By 1960, she had developed her signature grid-pattern works—radical presentations of interlocking horizontal and vertical lines in pencil on large square canvases that at first seem to appear blank. Often associated with and considered an important figure of Minimalism, Martin’s work stands apart. Influenced by Asian belief systems including Taoism and Zen Buddhism and the natural surroundings of her home in New Mexico, her restrained style was underpinned by a personal conviction in the emotive and expressive power of art.
Take Me (I’m Yours)
The Jewish Museum, 1109 5th Ave at 92nd Street
September 16, 2016 – February 5, 2017
In this highly unconventional exhibition, visitors are encouraged to participate, touch, and even take home works of art by more than 40 international and intergenerational artists, many of whom are creating new and site-specific works for the exhibition.
Take Me (I’m Yours) aims to construct a democratic space for all visitors to participate in the creation and ownership of an artwork, thus commenting on the politics of value, consumerism, and hierarchical structures of the art market. The exhibition encourages shared experiences and direct engagement with works of art, suggesting alternative ways that artists can live in, contribute to, and gain from society at large.

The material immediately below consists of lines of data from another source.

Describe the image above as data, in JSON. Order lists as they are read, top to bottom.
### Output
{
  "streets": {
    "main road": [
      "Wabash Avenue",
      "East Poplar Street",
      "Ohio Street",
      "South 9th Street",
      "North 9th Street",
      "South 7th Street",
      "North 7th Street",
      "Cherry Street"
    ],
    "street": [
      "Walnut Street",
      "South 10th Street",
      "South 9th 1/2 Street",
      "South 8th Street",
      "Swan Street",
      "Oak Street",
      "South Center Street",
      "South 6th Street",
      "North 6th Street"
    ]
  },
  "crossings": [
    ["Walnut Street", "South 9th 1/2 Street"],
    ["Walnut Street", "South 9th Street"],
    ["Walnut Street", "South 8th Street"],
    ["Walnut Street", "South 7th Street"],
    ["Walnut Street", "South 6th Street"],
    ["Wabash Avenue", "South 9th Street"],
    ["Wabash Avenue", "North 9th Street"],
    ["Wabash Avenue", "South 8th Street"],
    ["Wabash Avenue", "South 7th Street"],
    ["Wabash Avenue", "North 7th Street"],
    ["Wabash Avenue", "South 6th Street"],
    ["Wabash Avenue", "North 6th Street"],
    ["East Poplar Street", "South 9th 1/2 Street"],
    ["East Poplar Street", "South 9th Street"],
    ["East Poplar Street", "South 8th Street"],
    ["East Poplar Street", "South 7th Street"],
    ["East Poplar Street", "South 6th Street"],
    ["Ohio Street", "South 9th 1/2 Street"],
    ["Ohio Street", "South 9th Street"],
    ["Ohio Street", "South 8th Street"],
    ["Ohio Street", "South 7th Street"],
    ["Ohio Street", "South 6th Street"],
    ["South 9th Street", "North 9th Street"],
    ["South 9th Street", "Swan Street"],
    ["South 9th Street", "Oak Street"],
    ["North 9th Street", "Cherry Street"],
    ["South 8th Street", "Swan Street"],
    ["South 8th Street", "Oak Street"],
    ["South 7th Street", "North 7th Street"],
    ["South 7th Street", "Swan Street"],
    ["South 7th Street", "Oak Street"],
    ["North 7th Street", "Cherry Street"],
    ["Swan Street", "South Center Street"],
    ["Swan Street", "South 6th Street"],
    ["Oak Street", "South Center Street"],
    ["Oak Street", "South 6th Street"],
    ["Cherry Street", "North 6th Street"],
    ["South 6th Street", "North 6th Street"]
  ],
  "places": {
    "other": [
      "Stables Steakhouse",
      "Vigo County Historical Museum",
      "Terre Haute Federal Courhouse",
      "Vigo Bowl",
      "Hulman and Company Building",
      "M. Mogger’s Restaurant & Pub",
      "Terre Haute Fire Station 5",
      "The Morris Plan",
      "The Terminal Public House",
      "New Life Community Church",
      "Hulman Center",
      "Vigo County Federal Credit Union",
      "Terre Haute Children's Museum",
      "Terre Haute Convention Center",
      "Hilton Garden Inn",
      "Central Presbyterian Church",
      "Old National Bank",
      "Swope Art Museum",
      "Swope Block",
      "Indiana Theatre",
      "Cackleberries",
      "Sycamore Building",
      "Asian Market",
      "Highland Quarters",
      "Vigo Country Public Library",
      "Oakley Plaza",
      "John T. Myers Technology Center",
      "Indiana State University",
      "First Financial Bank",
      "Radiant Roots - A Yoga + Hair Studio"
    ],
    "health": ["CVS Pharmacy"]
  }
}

Carmen Herrera: Lines of Sight
Whitney Museum of American Art, 99 Gansevoort Street
September 16, 2016 – January 2, 2017
Carmen Herrera: Lines of Sight is the first museum exhibition of this groundbreaking 101-year-old artist in New York City in nearly two decades. Focusing on the years 1948 to 1978, the period during which Herrera developed her signature style, the show features more than fifty works, including paintings, three-dimensional works, and works on paper. It begins with the formative period following World War II, when Herrera lived in Paris and experimented with different modes of abstraction before establishing the visual language that she would explore with great nuance for the succeeding five decades.
The second section of the show is a gathering of works from what Herrera considers her most important series, Blanco y Verde (1959–1971). This series illustrates the innovative way in which Herrera conceptualized her paintings as objects. The final section illuminates Herrera’s continued experimentation with figure/ground relationships and highlights the architectural underpinnings of many of her compositions.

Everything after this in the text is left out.